* [DATASET CONTENT]:
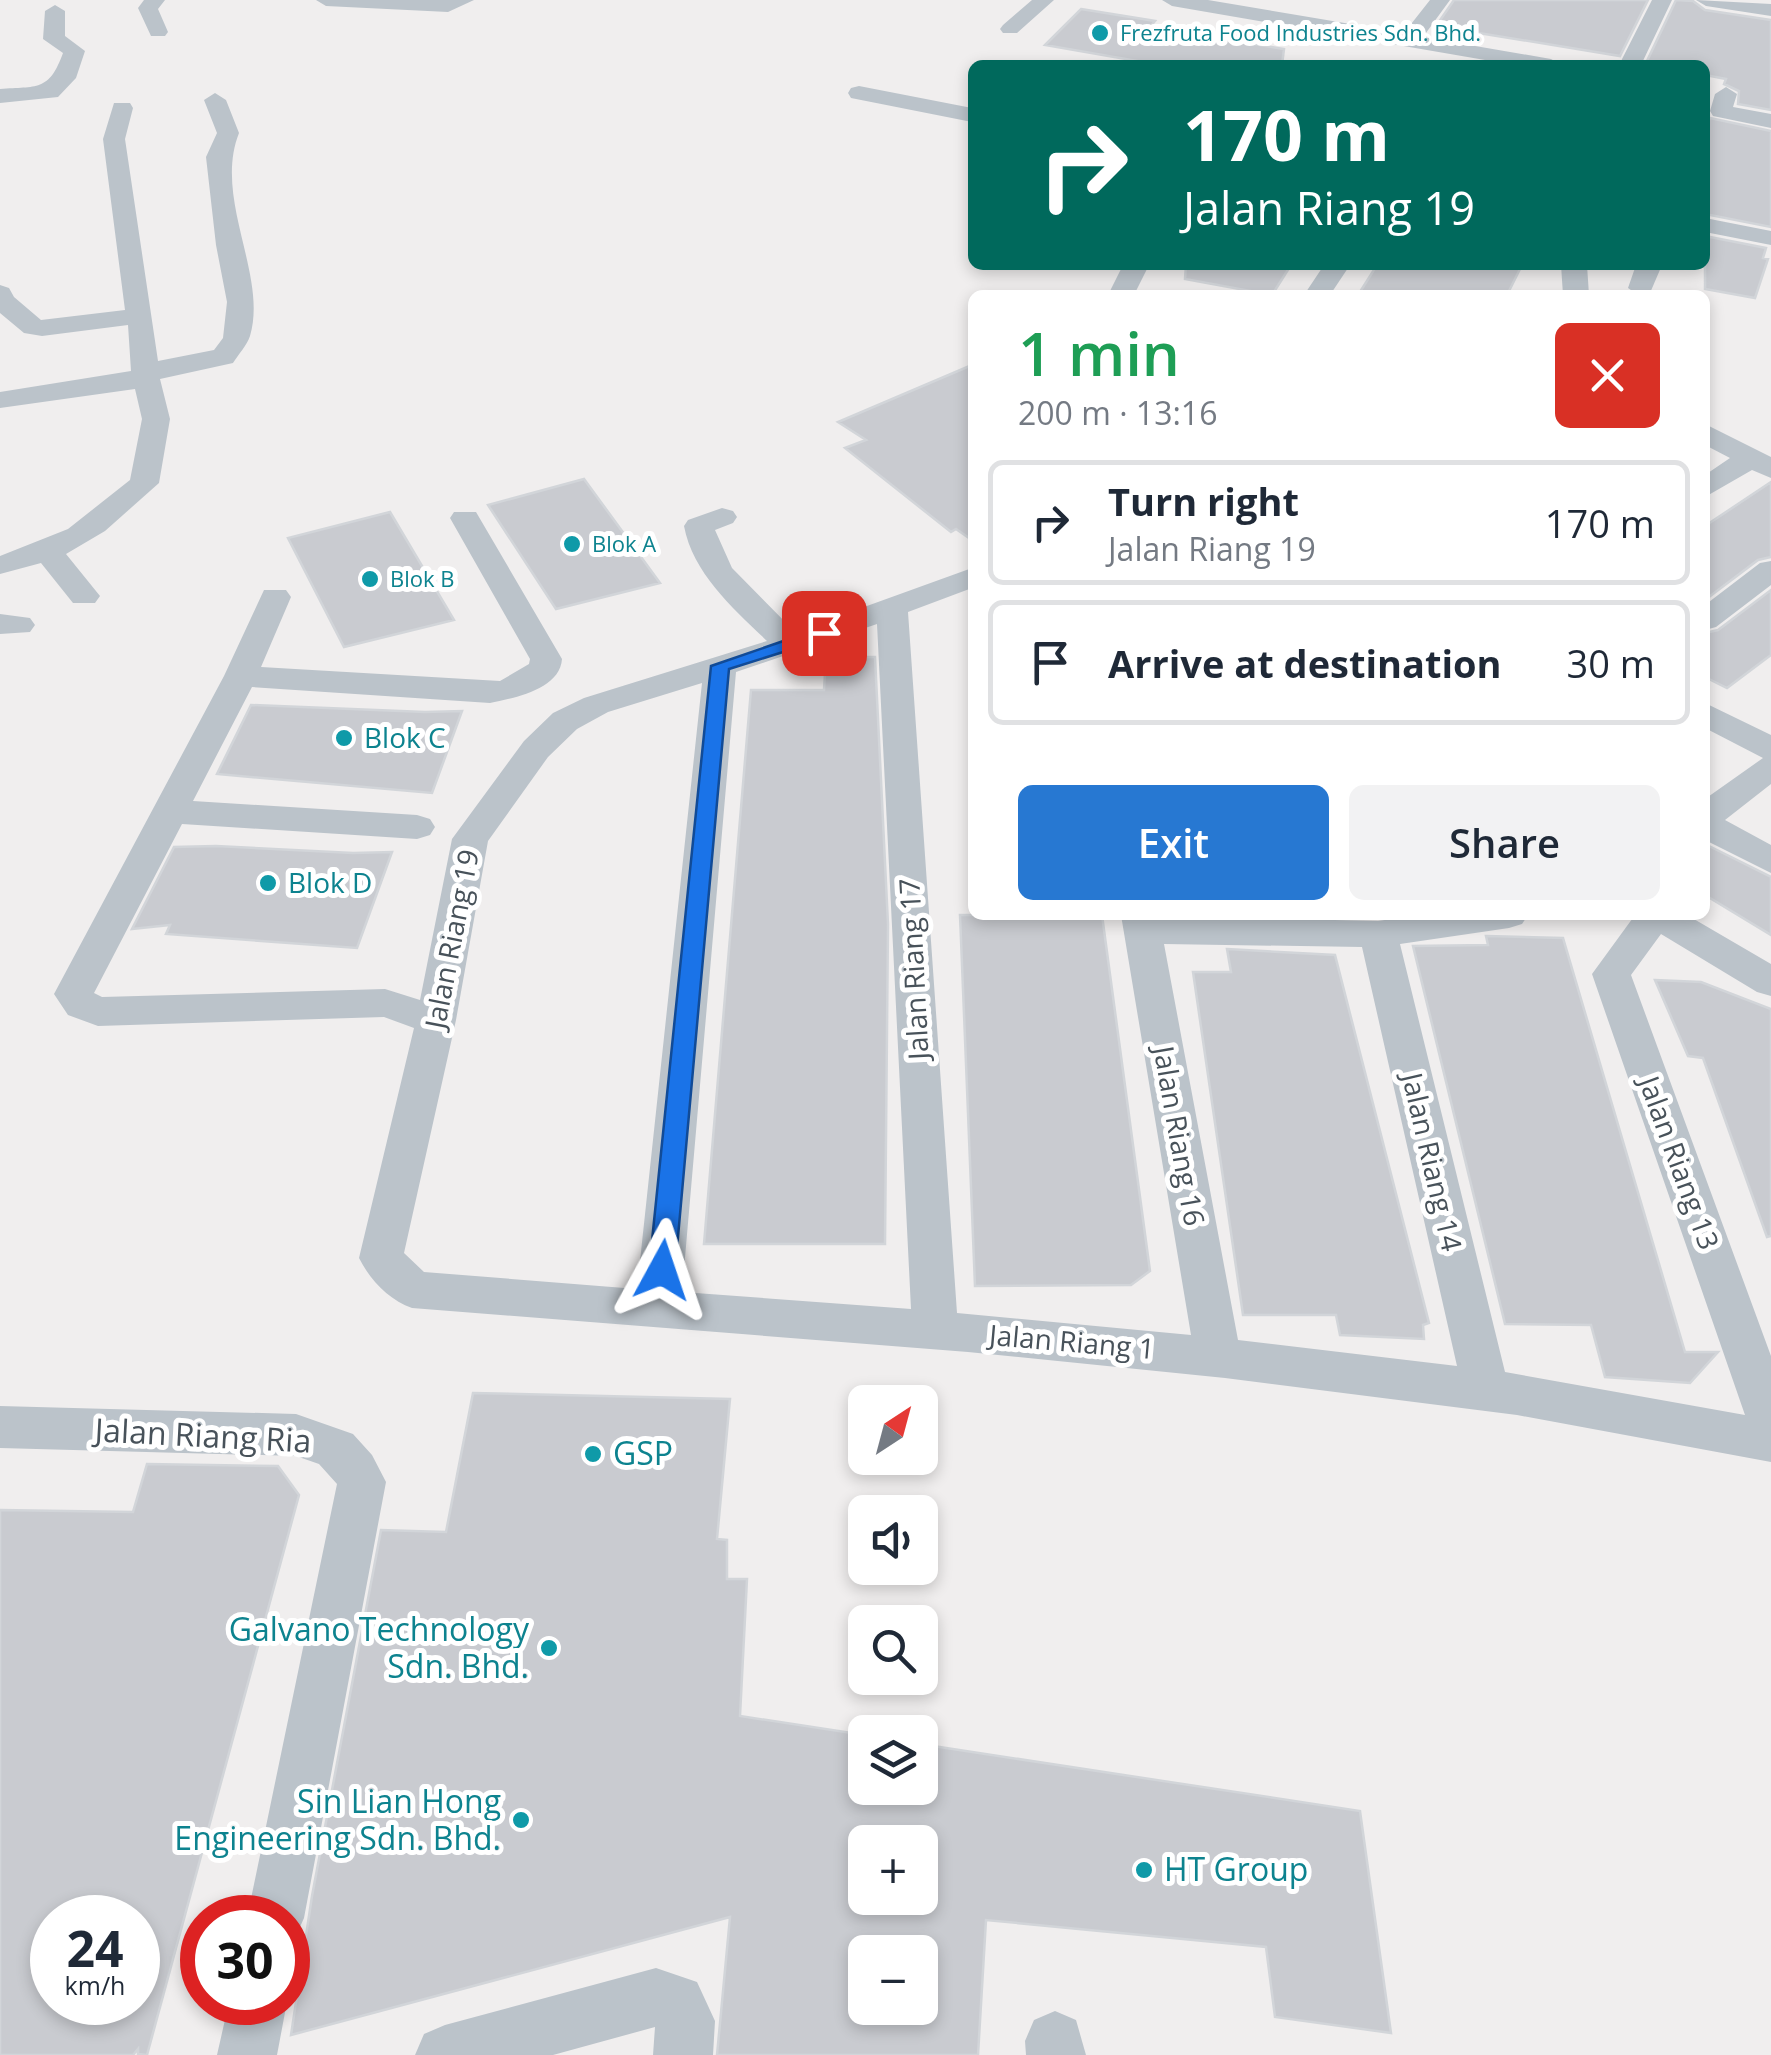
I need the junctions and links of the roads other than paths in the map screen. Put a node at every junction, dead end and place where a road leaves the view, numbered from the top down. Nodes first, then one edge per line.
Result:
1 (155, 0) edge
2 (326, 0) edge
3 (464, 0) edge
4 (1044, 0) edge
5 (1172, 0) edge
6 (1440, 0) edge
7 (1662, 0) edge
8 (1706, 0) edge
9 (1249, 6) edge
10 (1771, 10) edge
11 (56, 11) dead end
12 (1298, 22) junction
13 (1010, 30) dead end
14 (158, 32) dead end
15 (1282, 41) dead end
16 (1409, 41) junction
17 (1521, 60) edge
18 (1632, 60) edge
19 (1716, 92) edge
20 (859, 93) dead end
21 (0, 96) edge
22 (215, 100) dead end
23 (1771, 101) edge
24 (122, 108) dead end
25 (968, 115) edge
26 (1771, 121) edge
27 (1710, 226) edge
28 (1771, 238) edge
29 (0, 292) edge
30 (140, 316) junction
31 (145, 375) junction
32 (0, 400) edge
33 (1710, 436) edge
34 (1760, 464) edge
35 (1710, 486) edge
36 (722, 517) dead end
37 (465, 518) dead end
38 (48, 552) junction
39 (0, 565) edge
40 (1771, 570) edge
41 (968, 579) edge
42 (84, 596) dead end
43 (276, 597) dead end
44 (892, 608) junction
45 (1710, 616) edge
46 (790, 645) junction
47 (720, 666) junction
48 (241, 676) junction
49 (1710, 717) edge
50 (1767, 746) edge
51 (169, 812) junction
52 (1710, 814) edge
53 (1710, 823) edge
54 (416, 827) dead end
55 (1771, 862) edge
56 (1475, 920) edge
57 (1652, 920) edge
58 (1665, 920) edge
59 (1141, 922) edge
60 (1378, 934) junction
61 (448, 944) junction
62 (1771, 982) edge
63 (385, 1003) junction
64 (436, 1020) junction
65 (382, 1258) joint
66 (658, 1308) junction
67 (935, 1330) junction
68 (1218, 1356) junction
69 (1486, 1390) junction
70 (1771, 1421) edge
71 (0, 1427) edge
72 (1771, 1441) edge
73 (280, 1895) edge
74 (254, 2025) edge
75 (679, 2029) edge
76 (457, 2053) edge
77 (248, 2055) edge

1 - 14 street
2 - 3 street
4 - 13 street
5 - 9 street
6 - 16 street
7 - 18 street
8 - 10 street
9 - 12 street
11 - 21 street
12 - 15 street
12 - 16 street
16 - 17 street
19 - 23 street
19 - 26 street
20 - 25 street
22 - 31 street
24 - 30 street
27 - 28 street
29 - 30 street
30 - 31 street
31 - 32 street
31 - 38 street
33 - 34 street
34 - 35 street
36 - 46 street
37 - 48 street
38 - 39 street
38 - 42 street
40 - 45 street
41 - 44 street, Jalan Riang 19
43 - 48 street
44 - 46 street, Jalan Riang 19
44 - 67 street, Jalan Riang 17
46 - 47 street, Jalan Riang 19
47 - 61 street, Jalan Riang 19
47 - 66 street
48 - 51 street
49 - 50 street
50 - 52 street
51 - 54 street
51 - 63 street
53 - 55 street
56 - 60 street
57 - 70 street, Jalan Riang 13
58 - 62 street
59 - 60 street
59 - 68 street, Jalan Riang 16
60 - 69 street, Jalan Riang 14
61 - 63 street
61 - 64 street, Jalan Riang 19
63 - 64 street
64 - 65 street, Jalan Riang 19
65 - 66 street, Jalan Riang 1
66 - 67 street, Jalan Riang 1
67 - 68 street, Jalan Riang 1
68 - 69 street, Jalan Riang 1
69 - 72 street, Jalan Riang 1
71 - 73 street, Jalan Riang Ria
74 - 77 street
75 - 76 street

* [WORK ORDER]: A faithful copy of the data is required: each word kept, each picture omitted.

* [RESPONSE AREA]:
I need the junctions and links of the roads other than paths in the map screen. Put a node at every junction, dead end and place where a road leaves the view, numbered from the top down. Nodes first, then one edge per line.
Result:
1 (155, 0) edge
2 (326, 0) edge
3 (464, 0) edge
4 (1044, 0) edge
5 (1172, 0) edge
6 (1440, 0) edge
7 (1662, 0) edge
8 (1706, 0) edge
9 (1249, 6) edge
10 (1771, 10) edge
11 (56, 11) dead end
12 (1298, 22) junction
13 (1010, 30) dead end
14 (158, 32) dead end
15 (1282, 41) dead end
16 (1409, 41) junction
17 (1521, 60) edge
18 (1632, 60) edge
19 (1716, 92) edge
20 (859, 93) dead end
21 (0, 96) edge
22 (215, 100) dead end
23 (1771, 101) edge
24 (122, 108) dead end
25 (968, 115) edge
26 (1771, 121) edge
27 (1710, 226) edge
28 (1771, 238) edge
29 (0, 292) edge
30 (140, 316) junction
31 (145, 375) junction
32 (0, 400) edge
33 (1710, 436) edge
34 (1760, 464) edge
35 (1710, 486) edge
36 (722, 517) dead end
37 (465, 518) dead end
38 (48, 552) junction
39 (0, 565) edge
40 (1771, 570) edge
41 (968, 579) edge
42 (84, 596) dead end
43 (276, 597) dead end
44 (892, 608) junction
45 (1710, 616) edge
46 (790, 645) junction
47 (720, 666) junction
48 (241, 676) junction
49 (1710, 717) edge
50 (1767, 746) edge
51 (169, 812) junction
52 (1710, 814) edge
53 (1710, 823) edge
54 (416, 827) dead end
55 (1771, 862) edge
56 (1475, 920) edge
57 (1652, 920) edge
58 (1665, 920) edge
59 (1141, 922) edge
60 (1378, 934) junction
61 (448, 944) junction
62 (1771, 982) edge
63 (385, 1003) junction
64 (436, 1020) junction
65 (382, 1258) joint
66 (658, 1308) junction
67 (935, 1330) junction
68 (1218, 1356) junction
69 (1486, 1390) junction
70 (1771, 1421) edge
71 (0, 1427) edge
72 (1771, 1441) edge
73 (280, 1895) edge
74 (254, 2025) edge
75 (679, 2029) edge
76 (457, 2053) edge
77 (248, 2055) edge

1 - 14 street
2 - 3 street
4 - 13 street
5 - 9 street
6 - 16 street
7 - 18 street
8 - 10 street
9 - 12 street
11 - 21 street
12 - 15 street
12 - 16 street
16 - 17 street
19 - 23 street
19 - 26 street
20 - 25 street
22 - 31 street
24 - 30 street
27 - 28 street
29 - 30 street
30 - 31 street
31 - 32 street
31 - 38 street
33 - 34 street
34 - 35 street
36 - 46 street
37 - 48 street
38 - 39 street
38 - 42 street
40 - 45 street
41 - 44 street, Jalan Riang 19
43 - 48 street
44 - 46 street, Jalan Riang 19
44 - 67 street, Jalan Riang 17
46 - 47 street, Jalan Riang 19
47 - 61 street, Jalan Riang 19
47 - 66 street
48 - 51 street
49 - 50 street
50 - 52 street
51 - 54 street
51 - 63 street
53 - 55 street
56 - 60 street
57 - 70 street, Jalan Riang 13
58 - 62 street
59 - 60 street
59 - 68 street, Jalan Riang 16
60 - 69 street, Jalan Riang 14
61 - 63 street
61 - 64 street, Jalan Riang 19
63 - 64 street
64 - 65 street, Jalan Riang 19
65 - 66 street, Jalan Riang 1
66 - 67 street, Jalan Riang 1
67 - 68 street, Jalan Riang 1
68 - 69 street, Jalan Riang 1
69 - 72 street, Jalan Riang 1
71 - 73 street, Jalan Riang Ria
74 - 77 street
75 - 76 street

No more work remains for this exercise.